Imports¶
In [1]:
%pip install pysr kagglehub[pandas-datasets]
In [2]:
import torch
import torch.nn as nn
import torch.optim as optim
from torch.utils.data import DataLoader, TensorDataset
from datasets import load_dataset
from sentence_transformers import SentenceTransformer
import numpy as np
from pysr import PySRRegressor
import pandas as pd
from tqdm import tqdm
import matplotlib.pyplot as plt
import kagglehub
from kagglehub import KaggleDatasetAdapter
from sklearn.preprocessing import StandardScaler
Autoencoder¶
In [3]:
class Autoencoder(nn.Module):
def __init__(self, input_dim, latent_dim):
super().__init__()
self.encoder = nn.Sequential(
nn.Linear(input_dim, int(input_dim * 0.65)),
nn.SiLU(),
nn.Linear(int(input_dim * 0.65), int(input_dim * 0.4)),
nn.SiLU(),
nn.Linear(int(input_dim * 0.4), latent_dim)
)
self.decoder = nn.Sequential(
nn.Linear(latent_dim, int(input_dim * 0.4)),
nn.SiLU(),
nn.Linear(int(input_dim * 0.4), int(input_dim * 0.65)),
nn.SiLU(),
nn.Linear(int(input_dim * 0.65), input_dim)
)
def forward(self, x):
z = self.encoder(x)
x_recon = self.decoder(z)
return x_recon, z
def train_autoencoder(model, train_loader, epochs=64):
optimizer = optim.AdamW(model.parameters(), lr=0.002, weight_decay=6e-3)
criterion = nn.MSELoss()
model.train()
for epoch in range(epochs):
total_loss = 0
for batch, in train_loader:
optimizer.zero_grad()
recon, _ = model(batch)
loss = criterion(recon, batch)
loss.backward()
optimizer.step()
total_loss += loss.item()
if (epoch + 1) % 10 == 0:
print(f"Epoch {epoch+1}/{epochs}, Loss: {total_loss/len(train_loader):.6f}")
return model
Tabular¶
In [4]:
torch.manual_seed(24)
np.random.seed(24)
df = kagglehub.dataset_load(KaggleDatasetAdapter.PANDAS, "uciml/forest-cover-type-dataset", "covtype.csv")
print(f"Dataset shape: {df.shape}")
print(f"Columns: {df.columns.tolist()}")
X_tabular = df.drop('Cover_Type', axis=1).values
y_tabular = df['Cover_Type'].values
feature_names = df.drop('Cover_Type', axis=1).columns.tolist()
sample_size = 4096
sample_idx = np.random.choice(len(X_tabular), sample_size, replace=False)

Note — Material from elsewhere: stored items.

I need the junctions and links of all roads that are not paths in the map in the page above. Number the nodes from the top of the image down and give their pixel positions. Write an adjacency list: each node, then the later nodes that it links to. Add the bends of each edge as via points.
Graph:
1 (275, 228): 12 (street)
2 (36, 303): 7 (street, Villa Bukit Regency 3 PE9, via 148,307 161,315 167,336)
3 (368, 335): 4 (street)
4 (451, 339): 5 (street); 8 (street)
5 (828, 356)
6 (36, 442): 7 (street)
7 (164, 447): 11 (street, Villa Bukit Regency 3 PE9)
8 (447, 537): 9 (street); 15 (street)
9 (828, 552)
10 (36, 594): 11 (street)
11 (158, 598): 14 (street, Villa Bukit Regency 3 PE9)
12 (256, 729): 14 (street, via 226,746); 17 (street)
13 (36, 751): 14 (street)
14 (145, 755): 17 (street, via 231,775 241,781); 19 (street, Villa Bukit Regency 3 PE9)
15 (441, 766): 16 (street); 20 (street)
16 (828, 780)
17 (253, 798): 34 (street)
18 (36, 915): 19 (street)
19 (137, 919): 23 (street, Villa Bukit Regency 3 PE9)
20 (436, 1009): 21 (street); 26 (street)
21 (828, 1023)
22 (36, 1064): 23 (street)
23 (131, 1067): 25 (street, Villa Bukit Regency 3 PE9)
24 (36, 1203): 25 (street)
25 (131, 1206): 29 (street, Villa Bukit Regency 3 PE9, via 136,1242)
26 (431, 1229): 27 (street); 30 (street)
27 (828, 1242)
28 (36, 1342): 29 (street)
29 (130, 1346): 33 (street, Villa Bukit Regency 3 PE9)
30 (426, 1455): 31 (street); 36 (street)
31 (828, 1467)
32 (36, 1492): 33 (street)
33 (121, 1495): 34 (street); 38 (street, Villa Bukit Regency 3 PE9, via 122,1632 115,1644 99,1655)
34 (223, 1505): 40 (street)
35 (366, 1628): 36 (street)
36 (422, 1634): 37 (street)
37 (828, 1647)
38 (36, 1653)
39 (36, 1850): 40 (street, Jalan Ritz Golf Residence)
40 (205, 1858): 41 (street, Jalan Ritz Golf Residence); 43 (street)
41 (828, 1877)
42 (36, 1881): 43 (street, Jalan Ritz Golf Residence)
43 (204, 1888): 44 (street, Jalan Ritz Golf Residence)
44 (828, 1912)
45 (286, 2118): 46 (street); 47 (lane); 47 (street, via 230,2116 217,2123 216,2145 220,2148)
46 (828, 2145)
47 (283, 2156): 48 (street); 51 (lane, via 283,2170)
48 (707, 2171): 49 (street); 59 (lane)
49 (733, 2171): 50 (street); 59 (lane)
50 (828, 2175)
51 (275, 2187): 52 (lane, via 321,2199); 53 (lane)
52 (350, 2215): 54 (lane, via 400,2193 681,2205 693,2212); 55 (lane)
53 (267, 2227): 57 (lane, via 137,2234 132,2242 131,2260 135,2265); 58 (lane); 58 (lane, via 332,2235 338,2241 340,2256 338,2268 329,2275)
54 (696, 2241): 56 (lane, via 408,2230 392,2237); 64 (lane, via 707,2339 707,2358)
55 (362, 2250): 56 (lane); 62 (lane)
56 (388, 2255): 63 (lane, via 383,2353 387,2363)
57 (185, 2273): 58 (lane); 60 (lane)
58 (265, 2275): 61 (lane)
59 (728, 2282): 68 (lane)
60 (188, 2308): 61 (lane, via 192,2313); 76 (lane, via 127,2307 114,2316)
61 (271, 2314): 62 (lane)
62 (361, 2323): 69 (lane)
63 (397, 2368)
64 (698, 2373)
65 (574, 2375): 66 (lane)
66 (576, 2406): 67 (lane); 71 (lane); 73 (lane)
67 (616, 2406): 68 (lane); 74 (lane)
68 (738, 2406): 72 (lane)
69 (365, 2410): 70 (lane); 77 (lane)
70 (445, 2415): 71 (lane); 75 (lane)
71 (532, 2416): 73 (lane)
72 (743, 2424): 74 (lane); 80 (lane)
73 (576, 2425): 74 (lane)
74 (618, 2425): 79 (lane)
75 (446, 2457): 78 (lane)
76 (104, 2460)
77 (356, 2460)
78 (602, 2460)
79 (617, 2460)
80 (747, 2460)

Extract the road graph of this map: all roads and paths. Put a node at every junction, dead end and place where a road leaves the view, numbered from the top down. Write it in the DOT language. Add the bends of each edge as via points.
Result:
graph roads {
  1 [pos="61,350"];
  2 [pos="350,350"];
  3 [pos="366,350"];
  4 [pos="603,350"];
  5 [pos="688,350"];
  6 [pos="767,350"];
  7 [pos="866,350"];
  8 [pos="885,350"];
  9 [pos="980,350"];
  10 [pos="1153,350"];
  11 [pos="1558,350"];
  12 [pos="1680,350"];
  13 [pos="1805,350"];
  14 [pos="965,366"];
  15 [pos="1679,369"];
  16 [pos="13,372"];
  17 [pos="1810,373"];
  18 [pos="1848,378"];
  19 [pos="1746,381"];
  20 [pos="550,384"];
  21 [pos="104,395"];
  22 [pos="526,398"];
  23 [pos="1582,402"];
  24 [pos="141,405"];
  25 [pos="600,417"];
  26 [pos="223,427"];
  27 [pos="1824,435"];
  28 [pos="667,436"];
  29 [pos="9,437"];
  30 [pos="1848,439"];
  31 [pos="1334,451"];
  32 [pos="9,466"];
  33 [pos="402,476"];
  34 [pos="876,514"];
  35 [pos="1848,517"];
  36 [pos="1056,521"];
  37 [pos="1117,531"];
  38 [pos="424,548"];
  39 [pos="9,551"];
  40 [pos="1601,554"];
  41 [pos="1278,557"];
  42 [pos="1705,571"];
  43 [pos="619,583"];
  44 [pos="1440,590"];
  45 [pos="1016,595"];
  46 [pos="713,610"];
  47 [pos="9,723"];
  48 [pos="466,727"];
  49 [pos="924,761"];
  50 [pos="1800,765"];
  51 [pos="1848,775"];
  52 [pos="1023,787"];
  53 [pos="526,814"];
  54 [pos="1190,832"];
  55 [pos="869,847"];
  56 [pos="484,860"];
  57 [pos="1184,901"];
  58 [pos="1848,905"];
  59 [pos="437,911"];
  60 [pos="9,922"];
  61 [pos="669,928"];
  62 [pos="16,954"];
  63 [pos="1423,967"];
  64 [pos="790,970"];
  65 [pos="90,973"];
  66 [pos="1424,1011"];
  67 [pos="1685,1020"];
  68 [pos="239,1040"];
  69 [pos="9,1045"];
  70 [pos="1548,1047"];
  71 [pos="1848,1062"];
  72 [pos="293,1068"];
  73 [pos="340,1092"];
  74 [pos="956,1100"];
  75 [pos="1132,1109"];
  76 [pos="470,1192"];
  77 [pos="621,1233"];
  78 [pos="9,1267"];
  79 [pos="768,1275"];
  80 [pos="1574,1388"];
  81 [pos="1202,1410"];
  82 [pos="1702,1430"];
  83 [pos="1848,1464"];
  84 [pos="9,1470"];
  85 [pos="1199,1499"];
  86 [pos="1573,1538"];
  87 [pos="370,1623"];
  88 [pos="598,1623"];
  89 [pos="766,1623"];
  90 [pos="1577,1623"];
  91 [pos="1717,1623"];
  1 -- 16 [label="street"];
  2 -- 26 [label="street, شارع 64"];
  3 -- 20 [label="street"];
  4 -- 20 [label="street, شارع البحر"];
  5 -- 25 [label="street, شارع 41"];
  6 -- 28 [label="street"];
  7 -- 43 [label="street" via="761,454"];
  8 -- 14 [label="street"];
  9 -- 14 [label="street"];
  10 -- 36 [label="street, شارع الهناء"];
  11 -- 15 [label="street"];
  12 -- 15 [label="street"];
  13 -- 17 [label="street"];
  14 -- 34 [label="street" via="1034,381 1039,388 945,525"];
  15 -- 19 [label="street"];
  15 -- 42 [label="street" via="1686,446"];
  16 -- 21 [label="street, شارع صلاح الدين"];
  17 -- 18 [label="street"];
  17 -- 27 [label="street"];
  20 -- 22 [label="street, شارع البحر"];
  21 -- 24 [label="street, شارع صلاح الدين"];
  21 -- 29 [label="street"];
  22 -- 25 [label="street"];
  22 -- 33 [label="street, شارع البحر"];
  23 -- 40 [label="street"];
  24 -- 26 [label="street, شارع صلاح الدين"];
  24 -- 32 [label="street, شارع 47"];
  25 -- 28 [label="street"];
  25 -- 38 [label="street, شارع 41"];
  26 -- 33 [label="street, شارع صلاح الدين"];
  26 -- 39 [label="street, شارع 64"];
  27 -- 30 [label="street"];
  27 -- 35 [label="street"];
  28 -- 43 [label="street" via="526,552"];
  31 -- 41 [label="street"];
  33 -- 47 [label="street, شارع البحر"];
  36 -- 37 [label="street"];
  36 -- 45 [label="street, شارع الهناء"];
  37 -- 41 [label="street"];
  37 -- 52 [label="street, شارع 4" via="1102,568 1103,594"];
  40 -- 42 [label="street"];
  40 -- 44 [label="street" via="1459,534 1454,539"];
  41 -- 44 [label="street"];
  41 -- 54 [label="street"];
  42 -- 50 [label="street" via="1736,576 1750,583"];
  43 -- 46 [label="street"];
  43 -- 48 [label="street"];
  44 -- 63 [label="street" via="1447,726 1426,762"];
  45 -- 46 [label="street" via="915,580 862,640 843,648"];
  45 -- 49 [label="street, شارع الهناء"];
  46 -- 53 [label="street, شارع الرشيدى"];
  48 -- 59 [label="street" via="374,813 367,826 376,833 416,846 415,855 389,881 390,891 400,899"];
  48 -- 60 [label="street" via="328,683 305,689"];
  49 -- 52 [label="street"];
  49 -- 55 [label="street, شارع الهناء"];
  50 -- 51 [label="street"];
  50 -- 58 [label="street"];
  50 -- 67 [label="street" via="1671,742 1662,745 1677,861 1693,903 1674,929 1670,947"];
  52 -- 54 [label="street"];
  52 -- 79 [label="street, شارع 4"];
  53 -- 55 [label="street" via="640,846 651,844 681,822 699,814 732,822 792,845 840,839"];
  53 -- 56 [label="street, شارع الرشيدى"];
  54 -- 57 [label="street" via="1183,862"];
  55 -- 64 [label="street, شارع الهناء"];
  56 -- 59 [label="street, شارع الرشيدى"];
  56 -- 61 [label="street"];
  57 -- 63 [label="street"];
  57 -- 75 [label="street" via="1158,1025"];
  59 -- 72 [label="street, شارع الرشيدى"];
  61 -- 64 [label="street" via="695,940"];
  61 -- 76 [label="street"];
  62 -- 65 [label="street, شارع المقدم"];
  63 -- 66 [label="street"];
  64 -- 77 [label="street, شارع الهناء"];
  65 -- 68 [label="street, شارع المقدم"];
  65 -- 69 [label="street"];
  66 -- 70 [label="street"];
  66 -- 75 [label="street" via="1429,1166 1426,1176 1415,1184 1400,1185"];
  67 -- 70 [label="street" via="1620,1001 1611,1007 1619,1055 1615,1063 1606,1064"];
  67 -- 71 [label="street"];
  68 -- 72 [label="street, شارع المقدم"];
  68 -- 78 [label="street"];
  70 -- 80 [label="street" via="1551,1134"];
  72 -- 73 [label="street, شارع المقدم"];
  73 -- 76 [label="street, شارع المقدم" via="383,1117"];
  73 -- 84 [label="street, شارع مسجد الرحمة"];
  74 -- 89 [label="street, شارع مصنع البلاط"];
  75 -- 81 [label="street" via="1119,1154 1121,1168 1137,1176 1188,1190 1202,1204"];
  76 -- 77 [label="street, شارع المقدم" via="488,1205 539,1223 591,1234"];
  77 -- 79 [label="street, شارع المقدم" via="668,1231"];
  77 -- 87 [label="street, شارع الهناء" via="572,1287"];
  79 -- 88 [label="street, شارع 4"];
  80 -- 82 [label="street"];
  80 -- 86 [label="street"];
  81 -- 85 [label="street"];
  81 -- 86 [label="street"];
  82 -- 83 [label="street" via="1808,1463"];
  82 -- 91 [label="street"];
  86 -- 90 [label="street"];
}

X_tabular = X_tabular[sample_idx]
y_tabular = y_tabular[sample_idx]
print(f"Sampled data shape: {X_tabular.shape}")
In [5]:
scaler = StandardScaler()
X_tabular_normalized = scaler.fit_transform(X_tabular)
X_tabular_tensor = torch.FloatTensor(X_tabular_normalized)
train_size_tab = int(0.8 * len(X_tabular_tensor))
train_data_tab = X_tabular_tensor[:train_size_tab]
test_data_tab = X_tabular_tensor[train_size_tab:]
train_loader_tab = DataLoader(TensorDataset(train_data_tab), batch_size=32, shuffle=True)
test_loader_tab = DataLoader(TensorDataset(test_data_tab), batch_size=32)
In [6]:
input_dim_tab = X_tabular_tensor.shape[1]
latent_dim_tab = 32
print(f"\nTraining autoencoder ({input_dim_tab} -> {latent_dim_tab} -> {input_dim_tab})...")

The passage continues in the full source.